Analysts expect banks and telecom companies to drive the gains, while auto makers lag behind as higher interest rates slow consumption in Asia’s third largest economy.
The Bombay Stock Exchange’s main 30-share index, the Sensex, is expected to rise to 15,250 points by the end of 2007, for a 10.6% full-year gain, the median forecast of 14 India-based and European analysts showed. It is expected to rise to 16,000 points by mid-2008 from Monday’s close of 14,487.72. The index closed on Wednesday at 14,431.06.
The Indian economy has grown at an average 8.6% over the past four years, powered by rising corporate profits and attracting strong capital inflows that have boosted shares.
The Sensex gained 73% in 2003, 13% in 2004, 42% in 2005 and 47% in 2006. It is up about 5% so far in 2007.
Analysts say rising inflation, which hit a two-year high of 6.7% in January, and five interest rate increases in the past year have muted market sentiment in 2007.
However, scorching economic growth and net foreign fund inflows of $4.4 billion (Rs18,040 crore) since January have lent it support, and analysts say they expect inflation, which is now at a 14-month low of 4.3%, to remain tame.
“In our view, interest rates will stabilize and inflation will come under control, and this will ease the pressure on (the central bank) to increase interest rates,” said Amitabh Chakraborty, president for equities at Religare Securities Ltd. He said rapid economic expansion had helped banks.
In the past year, shares of State Bank of India, the country’s largest lender, have risen 88%, while ICICI Bank Ltd has gained 86%. Last week, ICICI Bank, the second largest lender, raised $4.9 billion in the country’s biggest share sale.

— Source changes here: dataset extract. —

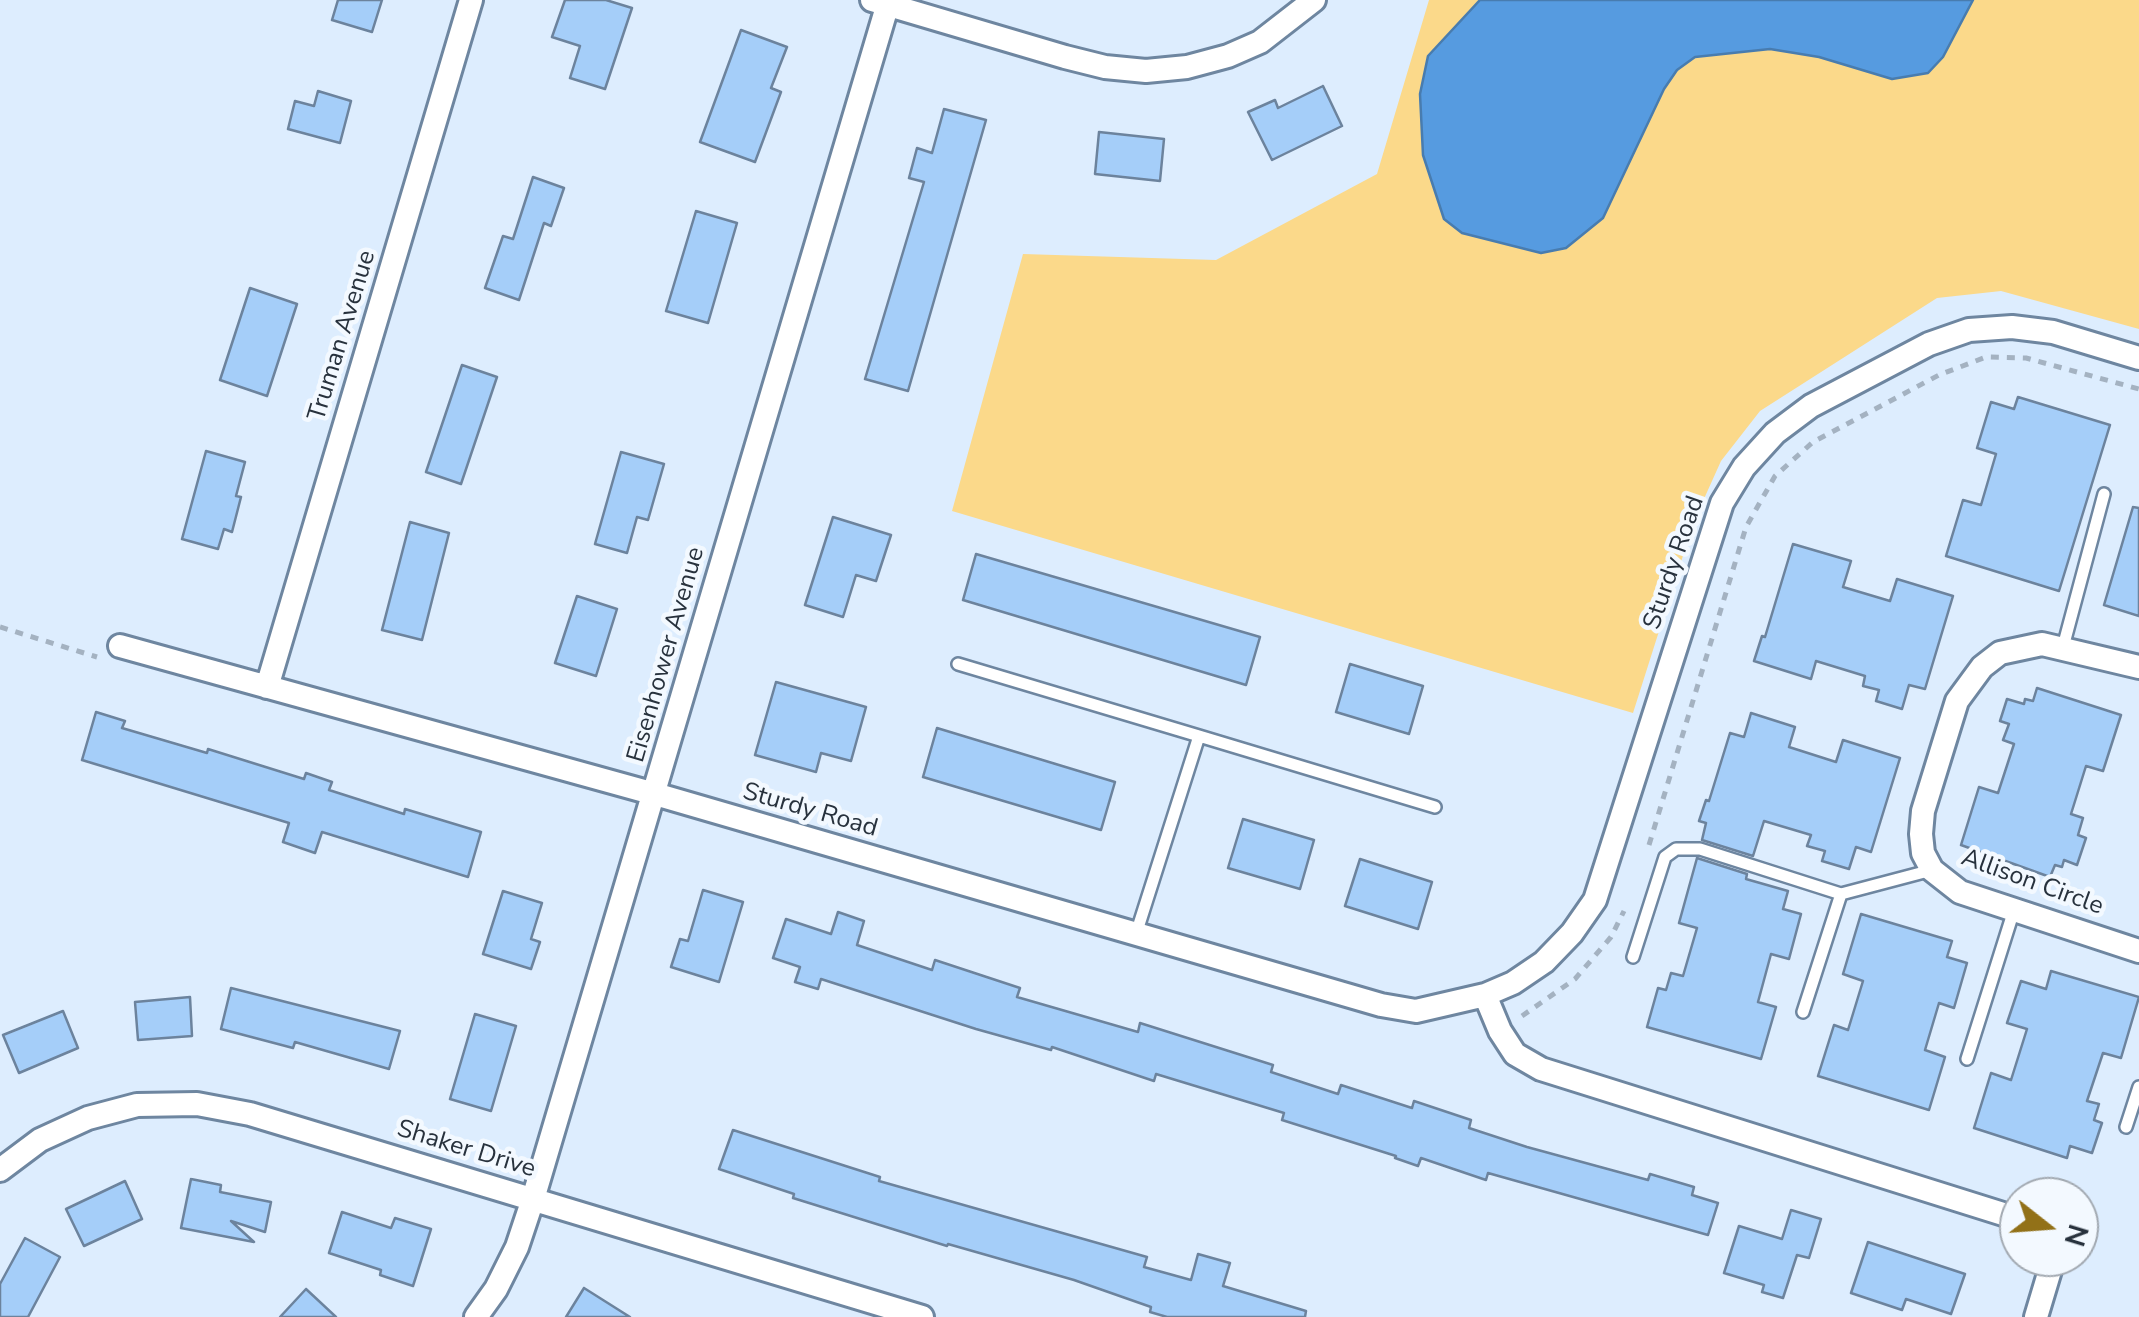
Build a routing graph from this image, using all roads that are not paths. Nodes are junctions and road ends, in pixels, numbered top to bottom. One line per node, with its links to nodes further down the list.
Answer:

“The banking sector is the direct play on the economy, and when the economy is growing rapidly, the credit growth will be quite robust,” Chakraborty said. Analysts said banks were also poised for consolidation ahead of a possible new policy regime in 2009, when controls on foreign banks will be reviewed.
But India’s automobile makers are suffering as rising interest rates have hurt demand, and most of the analysts polled said the sector would continue to underperform. Bajaj Auto Ltd, Hero Honda Motors Ltd and Tata Motors Ltd have been the worst performing shares among the top 30 stocks in the Sensex in the past year.
Most analysts said the telecom sector, which in February saw Vodafone Group Plc. buy a controlling stake in India’s Hutchison Essar from Hutchison Telecommunications International Ltd would remain attractive. India is the world’s fastest-growing cellular market, adding more than six million users every month.
The top performers in the Sensex are telecom firms Bharti Airtel Ltd and Reliance Communications Ltd, which have more than doubled in the past year. “We are positive on Reliance Communications. It has a significant acquisition potential,” Chakraborty of Religare said.